Modularization
Consider this example:
js
_(csvSource)
.csv({header: true})
.map(normalizeNames)
.filter(italianNames)
.uniqBy(uniqByName)
.batch(1000)
.map(uploadToPostgres)
.resolve(2)
.start()
This flow is doing a couple of different things in a relatively complex chain. Many real use cases are even more complex and difficult to read. In this cases, the Stream can be modularized thanks to the _.pipeline()
function
The _.pipeline()
function let you create a transform or a writable stream that can be used in an Exstream chain thanks to the .through
and .pipe
functions. The above example can be refactored like this:
js
const getNormalizedItalianNames = () => _.pipeline()
.map(normalizeNames)
.filter(italianNames)
.uniqBy(uniqByName)
const bulkUploadToPostgres => (batchSize, parallelism) => _.pipeline()
.batch(batchSize)
.map(uploadToPostgres)
.resolve(parallelism)
.start()
const mainFlow = _(csvSource)
.csv({header: true})
.through(getNormalizedItalianNames())
.pipe(bulkUploadToPostgres(1000, 2))
As you can see, the code is now way more readable.

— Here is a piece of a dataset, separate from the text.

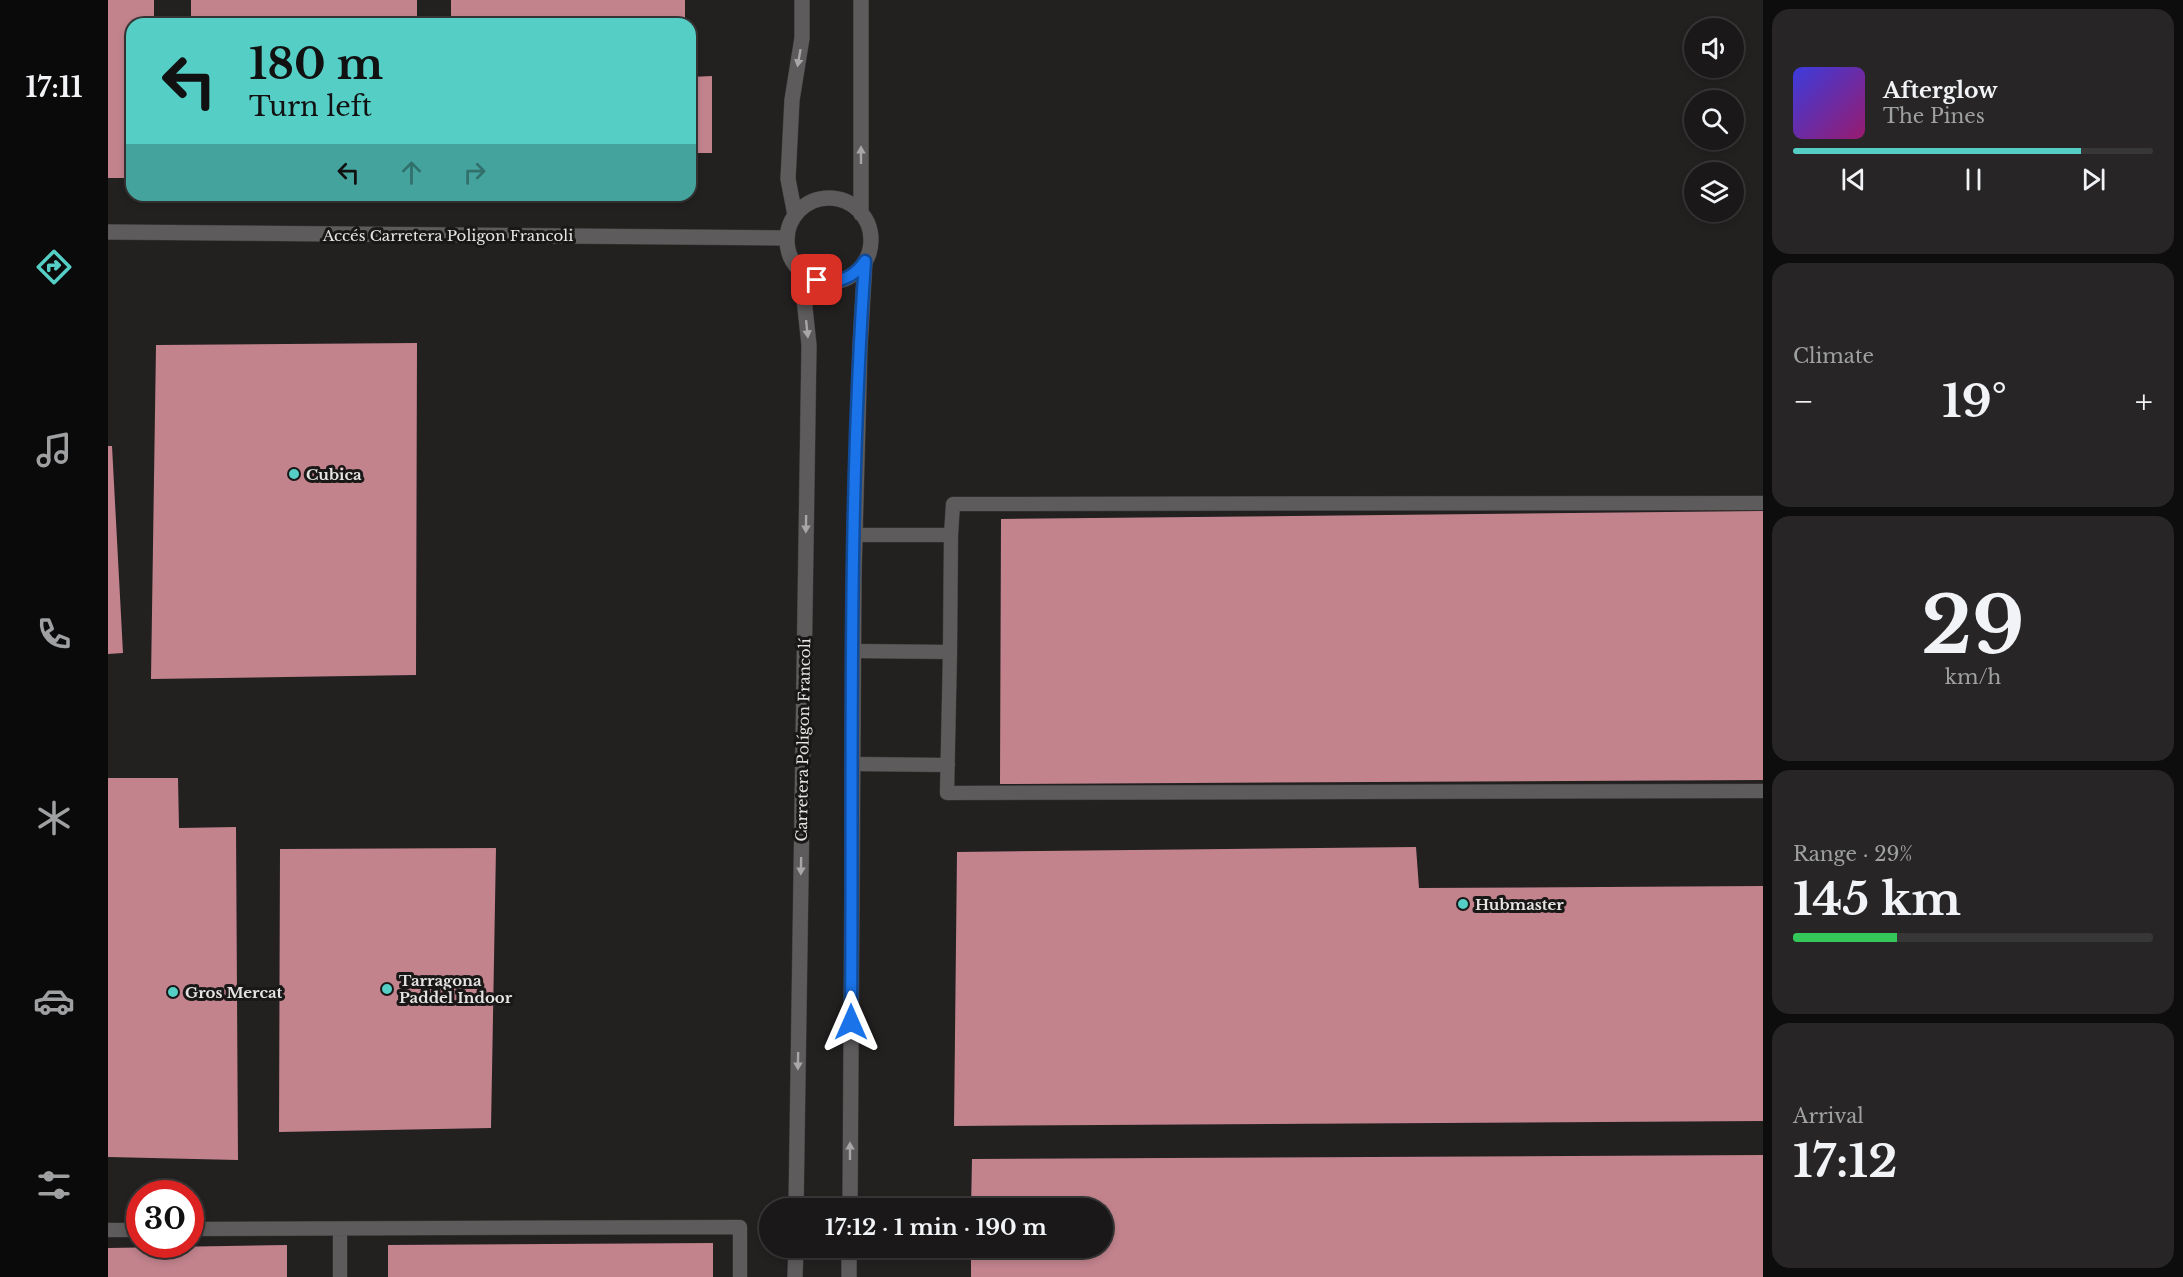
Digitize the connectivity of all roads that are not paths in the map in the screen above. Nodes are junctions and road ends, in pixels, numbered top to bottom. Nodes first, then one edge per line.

A pipeline can also be used in a vanilla Node.js stream chain:
js
const getNormalizedItalianNamesTransformStream = () => _.pipeline()
.map(normalizeNames)
.filter(italianNames)
.uniqBy(uniqByName)
.toNodeStream()
fs.createReadStream('input.csv')
.pipe(csv.parse())
.pipe(getNormalizedItalianNamesTransformStream())
.pipe(csv.stringify())
.pipe(fs.createWriteStream('output.csv'))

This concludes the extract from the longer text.